Collected data entries
= Beginning of Section =

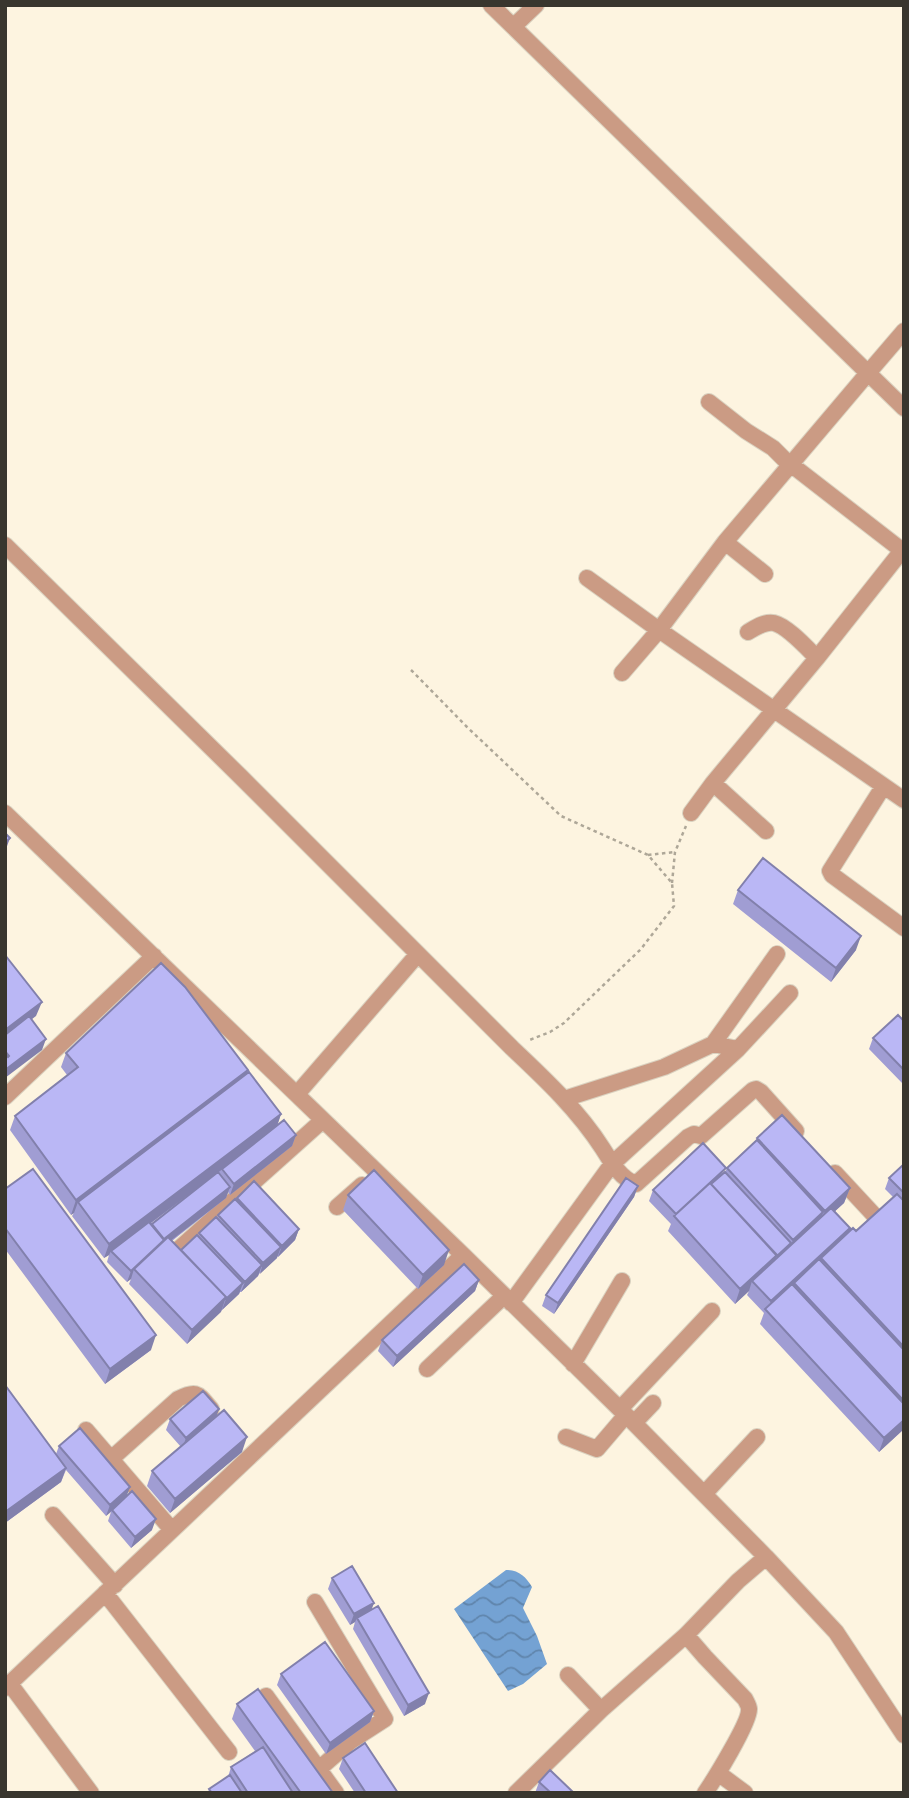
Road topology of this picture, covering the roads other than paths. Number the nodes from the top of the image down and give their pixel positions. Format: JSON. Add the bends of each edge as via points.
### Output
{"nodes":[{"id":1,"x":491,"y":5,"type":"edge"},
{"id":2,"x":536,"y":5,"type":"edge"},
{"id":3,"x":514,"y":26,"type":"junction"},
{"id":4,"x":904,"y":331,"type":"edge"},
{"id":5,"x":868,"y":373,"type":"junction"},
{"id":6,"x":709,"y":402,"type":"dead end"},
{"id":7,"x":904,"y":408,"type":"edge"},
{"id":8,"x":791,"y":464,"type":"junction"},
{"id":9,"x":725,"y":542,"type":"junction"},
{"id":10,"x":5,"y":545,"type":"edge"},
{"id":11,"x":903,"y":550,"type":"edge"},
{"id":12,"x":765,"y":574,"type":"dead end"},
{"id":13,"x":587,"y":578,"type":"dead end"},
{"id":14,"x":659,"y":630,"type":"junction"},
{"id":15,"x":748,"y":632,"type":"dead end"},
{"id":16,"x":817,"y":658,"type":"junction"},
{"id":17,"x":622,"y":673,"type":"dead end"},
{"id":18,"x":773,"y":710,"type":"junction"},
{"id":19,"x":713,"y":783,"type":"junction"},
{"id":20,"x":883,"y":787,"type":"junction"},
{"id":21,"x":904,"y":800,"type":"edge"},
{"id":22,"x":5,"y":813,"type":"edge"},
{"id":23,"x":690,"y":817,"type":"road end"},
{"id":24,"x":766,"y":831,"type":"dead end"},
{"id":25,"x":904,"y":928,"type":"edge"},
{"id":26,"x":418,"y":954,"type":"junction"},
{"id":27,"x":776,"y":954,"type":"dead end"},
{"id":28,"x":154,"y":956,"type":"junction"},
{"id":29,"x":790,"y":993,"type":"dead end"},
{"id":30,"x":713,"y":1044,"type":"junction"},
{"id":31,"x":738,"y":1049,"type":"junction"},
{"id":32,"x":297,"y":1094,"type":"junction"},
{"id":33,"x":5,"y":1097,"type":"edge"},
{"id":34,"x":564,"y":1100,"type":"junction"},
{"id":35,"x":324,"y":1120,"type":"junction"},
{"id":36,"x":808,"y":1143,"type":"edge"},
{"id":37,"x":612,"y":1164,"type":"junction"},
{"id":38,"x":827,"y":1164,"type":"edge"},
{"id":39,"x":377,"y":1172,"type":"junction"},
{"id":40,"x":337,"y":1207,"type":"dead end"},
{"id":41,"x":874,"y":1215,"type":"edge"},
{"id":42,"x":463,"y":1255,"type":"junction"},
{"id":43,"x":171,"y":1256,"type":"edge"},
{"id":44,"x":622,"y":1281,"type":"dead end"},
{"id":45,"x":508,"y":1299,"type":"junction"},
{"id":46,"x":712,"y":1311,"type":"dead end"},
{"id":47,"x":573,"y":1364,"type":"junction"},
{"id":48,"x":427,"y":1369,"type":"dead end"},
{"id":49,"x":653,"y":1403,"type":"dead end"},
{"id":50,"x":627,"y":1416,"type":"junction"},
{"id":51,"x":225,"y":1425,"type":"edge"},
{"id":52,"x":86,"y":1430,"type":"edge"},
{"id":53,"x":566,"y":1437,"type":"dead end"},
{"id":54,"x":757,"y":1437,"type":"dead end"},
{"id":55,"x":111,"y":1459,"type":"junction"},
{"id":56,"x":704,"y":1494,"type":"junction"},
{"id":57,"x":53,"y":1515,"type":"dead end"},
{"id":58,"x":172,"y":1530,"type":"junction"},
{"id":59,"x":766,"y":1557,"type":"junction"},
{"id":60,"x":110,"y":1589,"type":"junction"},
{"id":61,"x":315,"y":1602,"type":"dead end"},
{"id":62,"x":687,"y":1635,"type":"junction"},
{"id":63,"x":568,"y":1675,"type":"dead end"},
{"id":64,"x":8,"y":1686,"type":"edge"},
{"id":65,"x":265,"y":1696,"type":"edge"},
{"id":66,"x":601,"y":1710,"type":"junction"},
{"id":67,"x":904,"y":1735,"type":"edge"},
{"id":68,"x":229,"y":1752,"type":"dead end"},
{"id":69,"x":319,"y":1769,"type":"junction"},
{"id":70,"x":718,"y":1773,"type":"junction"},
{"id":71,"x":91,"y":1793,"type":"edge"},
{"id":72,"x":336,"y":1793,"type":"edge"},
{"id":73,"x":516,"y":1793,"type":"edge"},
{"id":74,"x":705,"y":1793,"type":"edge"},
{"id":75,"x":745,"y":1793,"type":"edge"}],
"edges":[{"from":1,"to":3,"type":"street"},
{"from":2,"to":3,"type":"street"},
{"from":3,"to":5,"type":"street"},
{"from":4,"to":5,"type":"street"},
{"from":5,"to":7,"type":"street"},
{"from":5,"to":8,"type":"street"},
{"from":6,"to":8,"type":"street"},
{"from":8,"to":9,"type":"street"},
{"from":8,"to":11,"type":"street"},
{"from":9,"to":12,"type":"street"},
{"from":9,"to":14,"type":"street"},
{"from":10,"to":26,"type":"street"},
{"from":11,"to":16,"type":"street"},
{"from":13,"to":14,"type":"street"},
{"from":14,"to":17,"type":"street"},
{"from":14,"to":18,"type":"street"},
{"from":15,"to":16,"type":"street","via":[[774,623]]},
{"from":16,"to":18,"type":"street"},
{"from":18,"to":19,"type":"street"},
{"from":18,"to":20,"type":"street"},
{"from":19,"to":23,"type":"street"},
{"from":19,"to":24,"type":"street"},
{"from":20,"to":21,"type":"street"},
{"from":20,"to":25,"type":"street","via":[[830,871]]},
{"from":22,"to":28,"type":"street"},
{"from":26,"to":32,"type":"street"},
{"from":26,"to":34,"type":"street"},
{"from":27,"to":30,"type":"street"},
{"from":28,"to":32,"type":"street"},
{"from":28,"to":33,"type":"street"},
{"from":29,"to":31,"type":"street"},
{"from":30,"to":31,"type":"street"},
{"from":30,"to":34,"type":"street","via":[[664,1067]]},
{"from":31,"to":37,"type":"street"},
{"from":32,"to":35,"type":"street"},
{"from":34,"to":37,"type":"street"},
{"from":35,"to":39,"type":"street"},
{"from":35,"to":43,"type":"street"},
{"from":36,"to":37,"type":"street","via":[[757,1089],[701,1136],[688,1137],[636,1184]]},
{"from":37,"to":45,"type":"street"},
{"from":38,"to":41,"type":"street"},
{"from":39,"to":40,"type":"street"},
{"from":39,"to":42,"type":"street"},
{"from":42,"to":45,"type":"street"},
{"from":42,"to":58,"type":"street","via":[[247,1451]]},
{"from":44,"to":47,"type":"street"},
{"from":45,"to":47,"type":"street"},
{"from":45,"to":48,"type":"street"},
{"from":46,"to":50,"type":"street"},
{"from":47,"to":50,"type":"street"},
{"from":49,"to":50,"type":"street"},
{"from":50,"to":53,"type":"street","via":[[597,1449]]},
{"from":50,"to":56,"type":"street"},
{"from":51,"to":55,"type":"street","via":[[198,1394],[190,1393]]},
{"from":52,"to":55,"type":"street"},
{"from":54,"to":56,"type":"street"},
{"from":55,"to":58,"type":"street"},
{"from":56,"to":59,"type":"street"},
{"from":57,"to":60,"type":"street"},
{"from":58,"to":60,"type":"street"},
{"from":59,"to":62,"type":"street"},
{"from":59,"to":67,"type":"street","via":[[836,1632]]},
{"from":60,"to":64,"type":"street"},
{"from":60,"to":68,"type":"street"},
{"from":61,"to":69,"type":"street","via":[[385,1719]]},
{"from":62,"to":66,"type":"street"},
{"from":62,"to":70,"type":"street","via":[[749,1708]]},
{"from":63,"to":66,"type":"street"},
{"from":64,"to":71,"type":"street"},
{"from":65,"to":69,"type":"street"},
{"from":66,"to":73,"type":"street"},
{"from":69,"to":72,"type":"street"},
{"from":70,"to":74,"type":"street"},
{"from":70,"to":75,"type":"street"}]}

= End of Section =
= Beginning of Section =

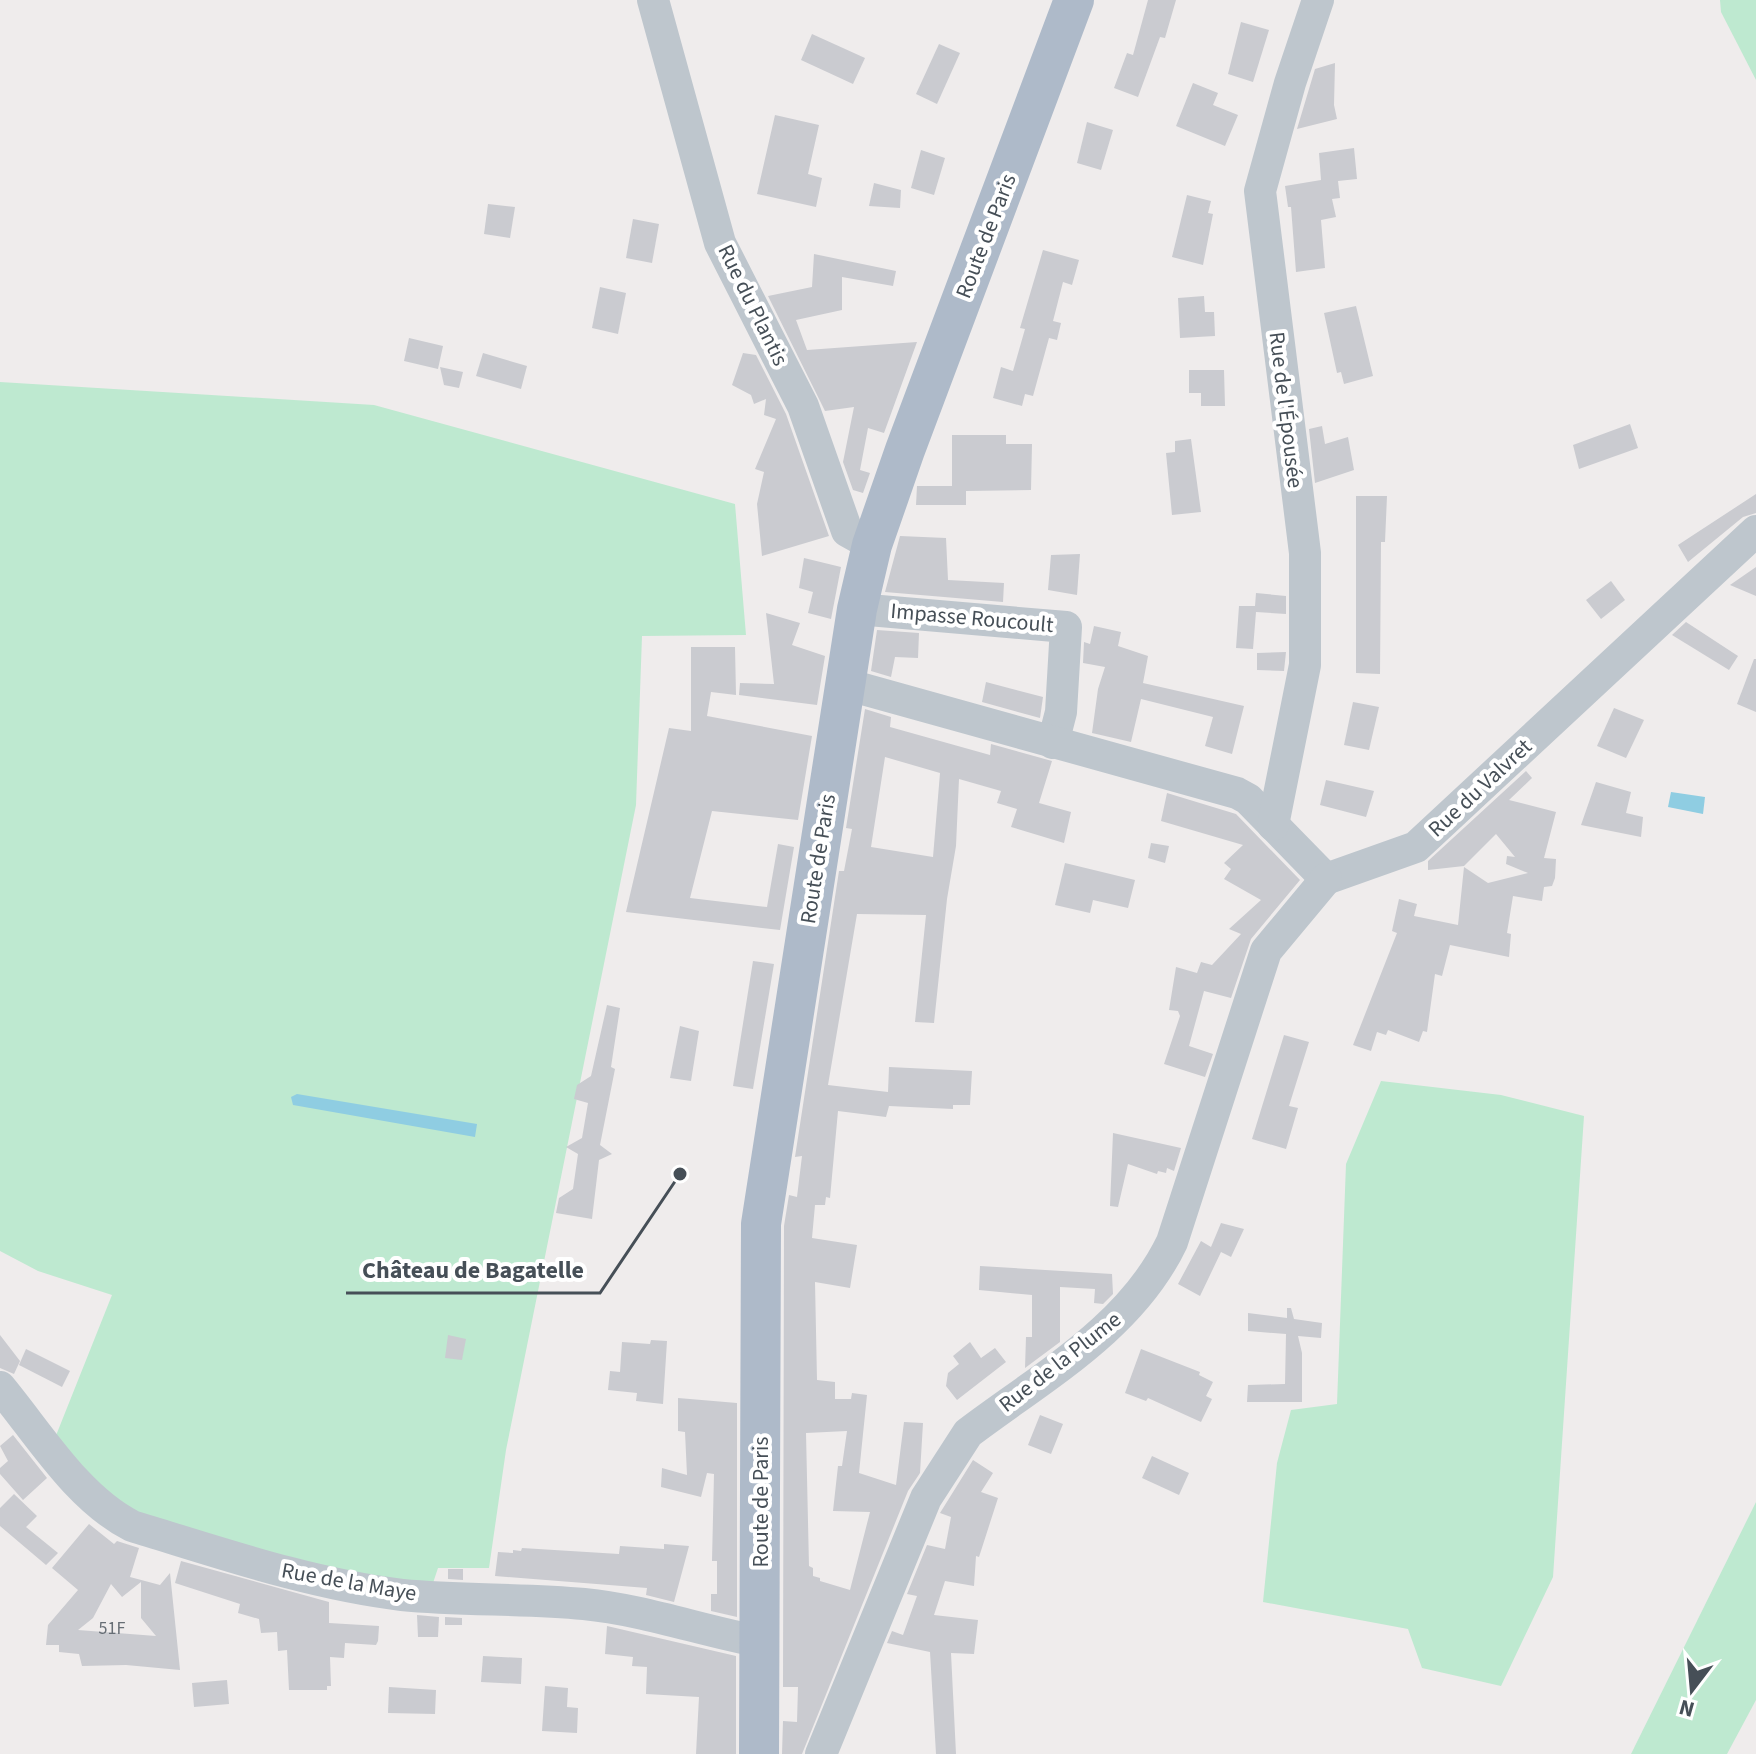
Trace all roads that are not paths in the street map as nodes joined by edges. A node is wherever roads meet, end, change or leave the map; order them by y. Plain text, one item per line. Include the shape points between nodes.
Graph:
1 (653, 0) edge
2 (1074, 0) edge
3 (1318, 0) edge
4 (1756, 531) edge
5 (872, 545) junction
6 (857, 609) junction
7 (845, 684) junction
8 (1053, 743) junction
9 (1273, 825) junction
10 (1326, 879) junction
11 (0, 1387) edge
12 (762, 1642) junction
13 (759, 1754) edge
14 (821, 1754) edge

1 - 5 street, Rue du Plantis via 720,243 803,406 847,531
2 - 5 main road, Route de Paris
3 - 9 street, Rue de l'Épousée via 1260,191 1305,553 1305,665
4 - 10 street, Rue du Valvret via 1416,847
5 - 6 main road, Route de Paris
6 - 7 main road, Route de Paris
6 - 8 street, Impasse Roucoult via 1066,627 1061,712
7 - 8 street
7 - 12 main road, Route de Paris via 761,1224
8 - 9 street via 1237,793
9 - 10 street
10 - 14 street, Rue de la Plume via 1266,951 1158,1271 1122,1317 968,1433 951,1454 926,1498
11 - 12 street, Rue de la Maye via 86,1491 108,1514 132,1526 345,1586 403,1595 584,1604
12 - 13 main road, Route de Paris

= End of Section =

» **WHAT YOU WILL DO**
Show each line in the entries that holds the string "points".

» **THE COMPLETED TASK**
Road topology of this picture, covering the roads other than paths. Number the nodes from the top of the image down and give their pixel positions. Format: JSON. Add the bends of each edge as via points.
Trace all roads that are not paths in the street map as nodes joined by edges. A node is wherever roads meet, end, change or leave the map; order them by y. Plain text, one item per line. Include the shape points between nodes.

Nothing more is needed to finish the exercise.